[Work required]
Reproduce the data, keeping every word exactly as it is.

[Material shown]
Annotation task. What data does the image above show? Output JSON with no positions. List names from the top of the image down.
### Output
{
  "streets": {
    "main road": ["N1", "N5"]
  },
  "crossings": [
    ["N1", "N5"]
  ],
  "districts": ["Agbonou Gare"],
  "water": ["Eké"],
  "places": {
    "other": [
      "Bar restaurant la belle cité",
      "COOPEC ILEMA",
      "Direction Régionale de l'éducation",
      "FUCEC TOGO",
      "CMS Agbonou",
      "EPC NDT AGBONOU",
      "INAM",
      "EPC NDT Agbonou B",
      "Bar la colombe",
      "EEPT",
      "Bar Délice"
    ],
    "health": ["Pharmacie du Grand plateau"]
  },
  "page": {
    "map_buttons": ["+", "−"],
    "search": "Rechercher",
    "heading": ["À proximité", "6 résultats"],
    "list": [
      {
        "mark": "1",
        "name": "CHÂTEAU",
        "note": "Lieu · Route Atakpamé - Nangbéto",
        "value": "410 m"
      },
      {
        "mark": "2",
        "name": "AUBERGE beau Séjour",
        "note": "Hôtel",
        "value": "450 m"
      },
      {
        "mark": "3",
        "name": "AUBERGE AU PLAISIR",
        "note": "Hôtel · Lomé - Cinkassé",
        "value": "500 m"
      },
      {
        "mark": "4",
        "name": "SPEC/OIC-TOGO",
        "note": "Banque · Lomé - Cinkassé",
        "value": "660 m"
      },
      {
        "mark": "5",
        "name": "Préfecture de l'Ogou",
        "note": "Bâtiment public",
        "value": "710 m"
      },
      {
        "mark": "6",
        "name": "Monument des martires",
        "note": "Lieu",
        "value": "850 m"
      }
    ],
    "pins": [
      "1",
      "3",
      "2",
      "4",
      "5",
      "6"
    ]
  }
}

[Task solution]
Annotation task. What data does the image above show? Output JSON with no positions. List names from the top of the image down.
### Output
{
  "streets": {
    "main road": ["N1", "N5"]
  },
  "crossings": [
    ["N1", "N5"]
  ],
  "districts": ["Agbonou Gare"],
  "water": ["Eké"],
  "places": {
    "other": [
      "Bar restaurant la belle cité",
      "COOPEC ILEMA",
      "Direction Régionale de l'éducation",
      "FUCEC TOGO",
      "CMS Agbonou",
      "EPC NDT AGBONOU",
      "INAM",
      "EPC NDT Agbonou B",
      "Bar la colombe",
      "EEPT",
      "Bar Délice"
    ],
    "health": ["Pharmacie du Grand plateau"]
  },
  "page": {
    "map_buttons": ["+", "−"],
    "search": "Rechercher",
    "heading": ["À proximité", "6 résultats"],
    "list": [
      {
        "mark": "1",
        "name": "CHÂTEAU",
        "note": "Lieu · Route Atakpamé - Nangbéto",
        "value": "410 m"
      },
      {
        "mark": "2",
        "name": "AUBERGE beau Séjour",
        "note": "Hôtel",
        "value": "450 m"
      },
      {
        "mark": "3",
        "name": "AUBERGE AU PLAISIR",
        "note": "Hôtel · Lomé - Cinkassé",
        "value": "500 m"
      },
      {
        "mark": "4",
        "name": "SPEC/OIC-TOGO",
        "note": "Banque · Lomé - Cinkassé",
        "value": "660 m"
      },
      {
        "mark": "5",
        "name": "Préfecture de l'Ogou",
        "note": "Bâtiment public",
        "value": "710 m"
      },
      {
        "mark": "6",
        "name": "Monument des martires",
        "note": "Lieu",
        "value": "850 m"
      }
    ],
    "pins": [
      "1",
      "3",
      "2",
      "4",
      "5",
      "6"
    ]
  }
}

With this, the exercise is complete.